From 9898f94abe005f675e0a7f40b0ae891afb5cf992 Mon Sep 17 00:00:00 2001
From: Matthew Bonanni <mbonanni@redhat.com>
Date: Thu, 14 May 2026 13:34:06 -0400
Subject: [PATCH] [Attention] Remove deprecated MLA prefill arguments (#42555)

Signed-off-by: Matthew Bonanni <mbonanni@redhat.com>
---
 benchmarks/attention_benchmarks/mla_runner.py | 57 ++++++-------------
 tests/engine/test_arg_utils.py                | 12 ----
 .../v1/attention/test_mla_prefill_selector.py | 27 ++-------
 vllm/config/attention.py                      | 53 +----------------
 .../layers/attention/mla_attention.py         |  4 +-
 5 files changed, 27 insertions(+), 126 deletions(-)

diff --git a/benchmarks/attention_benchmarks/mla_runner.py b/benchmarks/attention_benchmarks/mla_runner.py
index e552af01e73..abab1e2edba 100644
--- a/benchmarks/attention_benchmarks/mla_runner.py
+++ b/benchmarks/attention_benchmarks/mla_runner.py
@@ -29,6 +29,7 @@ from vllm.config import (
     VllmConfig,
     set_current_vllm_config,
 )
+from vllm.v1.attention.backends.mla.prefill.registry import MLAPrefillBackendEnum
 
 # ============================================================================
 # VllmConfig Creation
@@ -79,8 +80,8 @@ def create_minimal_vllm_config(
         index_topk: Optional topk value for sparse MLA backends. If provided,
                     the config will include index_topk for sparse attention.

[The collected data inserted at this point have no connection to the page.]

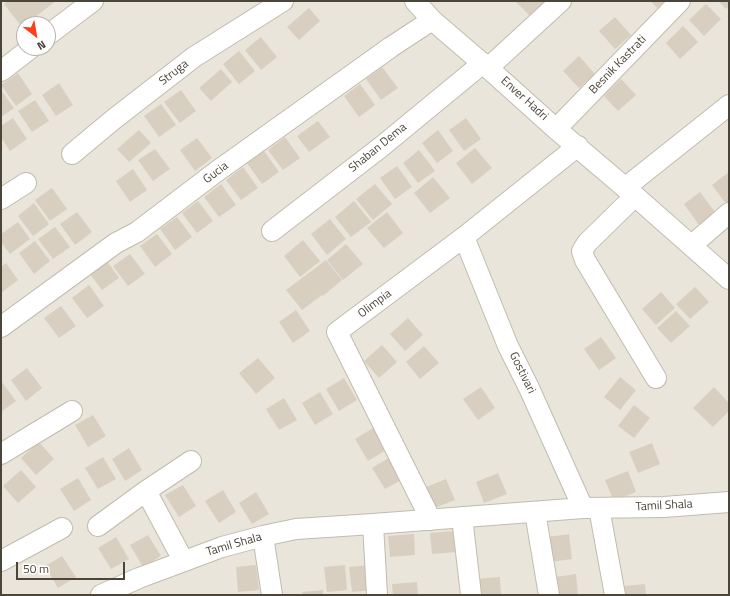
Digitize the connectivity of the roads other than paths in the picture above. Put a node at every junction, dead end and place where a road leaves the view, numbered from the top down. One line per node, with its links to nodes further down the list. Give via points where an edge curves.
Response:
1 (94, 1): 6 (street)
2 (283, 1): 13 (street, Struga, via 194,57)
3 (561, 1): 8 (street, Shaban Dema)
4 (680, 1): 11 (street, Besnik Kastrati)
5 (424, 7): 8 (street, Enver Hadri); 22 (street, Gucia, via 391,47 137,232 116,243)
6 (56, 29)
7 (21, 56): 9 (street)
8 (486, 65): 11 (street, Enver Hadri); 18 (street, Shaban Dema)
9 (1, 71)
10 (729, 105): 15 (street)
11 (556, 129): 12 (street, Enver Hadri)
12 (578, 146): 15 (street, Enver Hadri); 19 (street, Olimpia)
13 (72, 154)
14 (26, 183): 16 (street)
15 (630, 191): 20 (street, Enver Hadri); 23 (street, via 582,251)
16 (1, 199)
17 (729, 213): 20 (street)
18 (272, 231)
19 (464, 237): 29 (street, Gostivari, via 508,346); 32 (street, Olimpia, via 337,332)
20 (692, 245): 21 (street, Enver Hadri)
21 (729, 279)
22 (1, 327)
23 (656, 378)
24 (72, 411): 25 (street)
25 (1, 454)
26 (191, 461): 27 (street)
27 (146, 491): 34 (street); 37 (street)
28 (729, 502): 29 (street, Tamil Shala, via 664,507)
29 (591, 508): 30 (street, Tamil Shala); 44 (street)
30 (535, 512): 31 (street, Tamil Shala); 43 (street)
31 (462, 517): 32 (street, Tamil Shala); 42 (street)
32 (431, 520): 33 (street, Tamil Shala)
33 (373, 524): 36 (street, Tamil Shala, via 296,529); 41 (street)
34 (98, 526)
35 (62, 528): 38 (street)
36 (263, 536): 37 (street, Tamil Shala); 40 (street)
37 (183, 560): 39 (street, Tamil Shala)
38 (1, 561)
39 (101, 595)
40 (272, 595)
41 (377, 595)
42 (471, 595)
43 (549, 595)
44 (615, 595)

         prefill_backend: Prefill backend name (e.g., "fa3", "fa4", "flashinfer",
-                        "cudnn", "trtllm"). Configures the attention config to
-                        force the specified prefill backend.
+                        "trtllm"). Configures the attention config to force
+                        the specified prefill backend.
 
     Returns:
         VllmConfig for benchmarking
@@ -179,27 +180,13 @@ def create_minimal_vllm_config(
 
     if prefill_backend is not None:
         prefill_cfg = get_prefill_backend_config(prefill_backend)

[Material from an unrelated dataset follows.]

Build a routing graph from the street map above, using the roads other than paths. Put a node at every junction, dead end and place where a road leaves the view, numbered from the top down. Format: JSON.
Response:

-        if prefill_cfg.get("mla_prefill_backend_enum") is not None:
-            # Registry-based backends bypass the deprecated boolean flags.
-            from vllm.v1.attention.backends.mla.prefill import MLAPrefillBackendEnum
-
-            vllm_config.attention_config.mla_prefill_backend = MLAPrefillBackendEnum[
-                prefill_cfg["mla_prefill_backend_enum"]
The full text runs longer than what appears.